Nesse cerco esteve também presente Bernardim Ribeiro, "Fidalgo de valor que tinha servido valorozamente em todas as ocasiões que houve em seu tempo, e como no cerco de Mazagão o queimassem os Mouros ficou algum tanto disforme do rosto", e entrando com o jovem rei D. Sebastião jovens fidalgos que o gozaram, continua dizendo D. Fernando Alvares "que quando aquele fidalgo era da idade dos que zombavam dele, era mais gentilhomem que cada um deles, e que pois por serviço de Deus e de Sua Alteza, e defensão da fé chegara àquele estado; não devia Sua Alteza consentir que em sua presença o afrontassem, quem por ventura não se aventuraria a perder outro tanto."[7]

Abandono da praça

Antiga Igreja da Assunção, Mazagão

Em 1769 a ocupação de Mazagão, então a última das fortificações portuguesas em Marrocos, chegou ao fim, após a assinatura de um Tratado de Paz com o sultão Maomé III de Marrocos (r. 1757–1790). As forças portuguesas abandonaram a cidade pela Porta do Mar no dia 10 de março, deixando minada a entrada principal, que explodiu quando as forças marroquinas forçaram a entrada, o que provocou a destruição do chamado "Baluarte do Governador" e de grande parte do terrapleno. O abandono de Mazagão marcou o fim da presença portuguesa no Norte d'África.
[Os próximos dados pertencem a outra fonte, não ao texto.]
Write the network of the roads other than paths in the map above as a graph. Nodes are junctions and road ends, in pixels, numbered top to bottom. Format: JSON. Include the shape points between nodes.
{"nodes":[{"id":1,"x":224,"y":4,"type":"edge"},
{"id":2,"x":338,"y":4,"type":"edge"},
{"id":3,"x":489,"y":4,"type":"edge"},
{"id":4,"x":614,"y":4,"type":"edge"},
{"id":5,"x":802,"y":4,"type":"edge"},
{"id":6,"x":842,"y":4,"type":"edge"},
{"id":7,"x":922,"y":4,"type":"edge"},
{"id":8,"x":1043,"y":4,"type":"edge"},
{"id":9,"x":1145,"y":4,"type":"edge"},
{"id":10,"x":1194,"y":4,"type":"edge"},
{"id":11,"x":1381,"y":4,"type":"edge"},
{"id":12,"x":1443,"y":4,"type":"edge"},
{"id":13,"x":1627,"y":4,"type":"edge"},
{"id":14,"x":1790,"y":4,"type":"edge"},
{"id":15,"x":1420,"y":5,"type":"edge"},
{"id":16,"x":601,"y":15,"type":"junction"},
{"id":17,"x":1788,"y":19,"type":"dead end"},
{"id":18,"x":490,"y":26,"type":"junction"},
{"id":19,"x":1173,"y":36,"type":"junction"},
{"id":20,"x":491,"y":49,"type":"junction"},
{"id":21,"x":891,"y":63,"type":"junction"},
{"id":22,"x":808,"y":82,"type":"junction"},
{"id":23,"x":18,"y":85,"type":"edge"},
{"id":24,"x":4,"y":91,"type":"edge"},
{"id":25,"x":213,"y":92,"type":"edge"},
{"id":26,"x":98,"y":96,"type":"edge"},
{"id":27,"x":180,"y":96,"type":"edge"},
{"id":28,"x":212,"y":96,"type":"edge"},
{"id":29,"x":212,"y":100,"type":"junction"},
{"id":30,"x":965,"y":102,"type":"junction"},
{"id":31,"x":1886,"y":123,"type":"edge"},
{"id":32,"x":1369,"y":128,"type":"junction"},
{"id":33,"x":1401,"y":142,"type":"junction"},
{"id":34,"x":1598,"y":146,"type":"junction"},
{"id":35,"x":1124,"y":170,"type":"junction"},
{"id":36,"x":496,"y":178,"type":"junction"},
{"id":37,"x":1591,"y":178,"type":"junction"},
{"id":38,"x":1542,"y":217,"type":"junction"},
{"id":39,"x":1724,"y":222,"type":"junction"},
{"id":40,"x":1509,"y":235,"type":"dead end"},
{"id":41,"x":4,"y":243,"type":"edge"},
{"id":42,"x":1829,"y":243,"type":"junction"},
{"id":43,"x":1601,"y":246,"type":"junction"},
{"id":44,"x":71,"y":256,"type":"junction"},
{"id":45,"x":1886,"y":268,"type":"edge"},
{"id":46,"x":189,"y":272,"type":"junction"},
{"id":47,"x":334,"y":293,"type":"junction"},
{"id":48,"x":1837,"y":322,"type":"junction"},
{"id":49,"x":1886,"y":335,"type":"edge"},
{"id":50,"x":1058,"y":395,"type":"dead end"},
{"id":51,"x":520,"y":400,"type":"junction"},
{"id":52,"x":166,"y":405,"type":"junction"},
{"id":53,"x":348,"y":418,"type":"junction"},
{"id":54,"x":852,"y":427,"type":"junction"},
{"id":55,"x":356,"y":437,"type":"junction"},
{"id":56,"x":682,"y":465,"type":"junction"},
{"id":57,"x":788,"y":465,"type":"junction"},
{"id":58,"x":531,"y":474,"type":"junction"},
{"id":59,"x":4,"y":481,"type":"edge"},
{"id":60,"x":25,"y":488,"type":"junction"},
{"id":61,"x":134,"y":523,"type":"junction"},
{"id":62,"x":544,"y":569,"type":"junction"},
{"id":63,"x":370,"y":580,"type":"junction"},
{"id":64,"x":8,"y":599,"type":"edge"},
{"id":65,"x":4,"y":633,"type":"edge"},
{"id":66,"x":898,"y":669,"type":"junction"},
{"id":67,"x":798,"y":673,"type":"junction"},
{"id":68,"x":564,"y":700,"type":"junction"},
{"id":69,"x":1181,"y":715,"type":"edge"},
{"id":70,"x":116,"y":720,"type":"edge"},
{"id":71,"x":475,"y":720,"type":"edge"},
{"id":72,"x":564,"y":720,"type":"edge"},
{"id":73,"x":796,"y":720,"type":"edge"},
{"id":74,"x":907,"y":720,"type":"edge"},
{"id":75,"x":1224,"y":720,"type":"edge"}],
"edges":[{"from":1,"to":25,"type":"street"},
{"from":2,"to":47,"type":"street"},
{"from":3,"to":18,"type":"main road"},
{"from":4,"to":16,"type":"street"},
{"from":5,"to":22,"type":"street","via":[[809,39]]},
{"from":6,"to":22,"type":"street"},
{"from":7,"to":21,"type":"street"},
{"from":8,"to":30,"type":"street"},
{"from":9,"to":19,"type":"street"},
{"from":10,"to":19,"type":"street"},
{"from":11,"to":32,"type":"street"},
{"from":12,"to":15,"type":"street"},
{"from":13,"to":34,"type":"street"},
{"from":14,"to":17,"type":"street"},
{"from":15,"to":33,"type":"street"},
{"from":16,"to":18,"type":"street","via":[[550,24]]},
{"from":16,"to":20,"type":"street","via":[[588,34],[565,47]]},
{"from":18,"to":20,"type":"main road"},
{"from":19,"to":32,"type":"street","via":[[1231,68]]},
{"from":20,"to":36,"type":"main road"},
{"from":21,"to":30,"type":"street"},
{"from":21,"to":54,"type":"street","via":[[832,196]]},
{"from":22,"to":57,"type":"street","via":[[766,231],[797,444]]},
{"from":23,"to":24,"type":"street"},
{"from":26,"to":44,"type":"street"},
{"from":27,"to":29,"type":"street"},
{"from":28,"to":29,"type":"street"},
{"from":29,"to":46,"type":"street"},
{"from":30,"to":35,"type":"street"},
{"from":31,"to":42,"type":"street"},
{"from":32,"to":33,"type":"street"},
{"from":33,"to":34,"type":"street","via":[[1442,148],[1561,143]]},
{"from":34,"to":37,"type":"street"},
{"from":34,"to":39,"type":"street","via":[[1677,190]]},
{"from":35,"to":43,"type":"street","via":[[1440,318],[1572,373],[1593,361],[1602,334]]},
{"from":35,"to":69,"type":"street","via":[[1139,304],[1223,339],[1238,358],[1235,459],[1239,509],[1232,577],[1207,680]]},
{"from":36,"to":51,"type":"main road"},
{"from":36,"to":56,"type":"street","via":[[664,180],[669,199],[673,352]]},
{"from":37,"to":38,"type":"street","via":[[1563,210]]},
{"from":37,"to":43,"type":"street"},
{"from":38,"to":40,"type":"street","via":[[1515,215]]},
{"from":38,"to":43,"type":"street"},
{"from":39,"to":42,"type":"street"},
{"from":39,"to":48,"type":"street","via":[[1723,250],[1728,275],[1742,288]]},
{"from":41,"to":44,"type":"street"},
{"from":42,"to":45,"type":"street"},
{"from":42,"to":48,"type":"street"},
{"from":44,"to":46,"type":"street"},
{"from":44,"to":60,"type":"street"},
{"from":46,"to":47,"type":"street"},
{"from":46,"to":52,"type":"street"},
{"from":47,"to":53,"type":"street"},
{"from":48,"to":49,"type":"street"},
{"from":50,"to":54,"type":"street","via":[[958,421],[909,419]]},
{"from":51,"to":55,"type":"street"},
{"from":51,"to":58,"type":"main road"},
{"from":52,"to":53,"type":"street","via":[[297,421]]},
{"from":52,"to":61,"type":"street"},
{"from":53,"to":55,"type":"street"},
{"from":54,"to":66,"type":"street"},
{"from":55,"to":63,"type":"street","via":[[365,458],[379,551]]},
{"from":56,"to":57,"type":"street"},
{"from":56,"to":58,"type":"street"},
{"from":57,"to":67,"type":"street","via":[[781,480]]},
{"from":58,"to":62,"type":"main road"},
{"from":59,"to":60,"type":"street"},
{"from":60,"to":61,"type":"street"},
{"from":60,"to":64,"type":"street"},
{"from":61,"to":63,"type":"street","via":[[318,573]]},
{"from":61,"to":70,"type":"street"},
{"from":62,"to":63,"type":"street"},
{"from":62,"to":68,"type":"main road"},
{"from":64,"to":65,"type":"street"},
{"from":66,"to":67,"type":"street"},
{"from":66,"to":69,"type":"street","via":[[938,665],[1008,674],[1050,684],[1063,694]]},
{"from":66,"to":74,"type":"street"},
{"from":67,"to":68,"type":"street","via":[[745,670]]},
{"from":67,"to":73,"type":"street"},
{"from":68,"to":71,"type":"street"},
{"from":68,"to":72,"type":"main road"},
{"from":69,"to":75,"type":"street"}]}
A povoação permaneceu desabitada por quase meio século, vindo a ser denominada de "al-Mahdouma" ("as ruínas").

O marquês de Pombal, ministro de José I de Portugal, decidiu que a população de Mazagão seria transferida para a Amazônia, no Brasil, outra região sob controle português que necessitava de garantia de soberania. Desse modo, foi fundada a vila de Nova Mazagão (atualmente apenas Mazagão, no atual estado brasileiro do Amapá).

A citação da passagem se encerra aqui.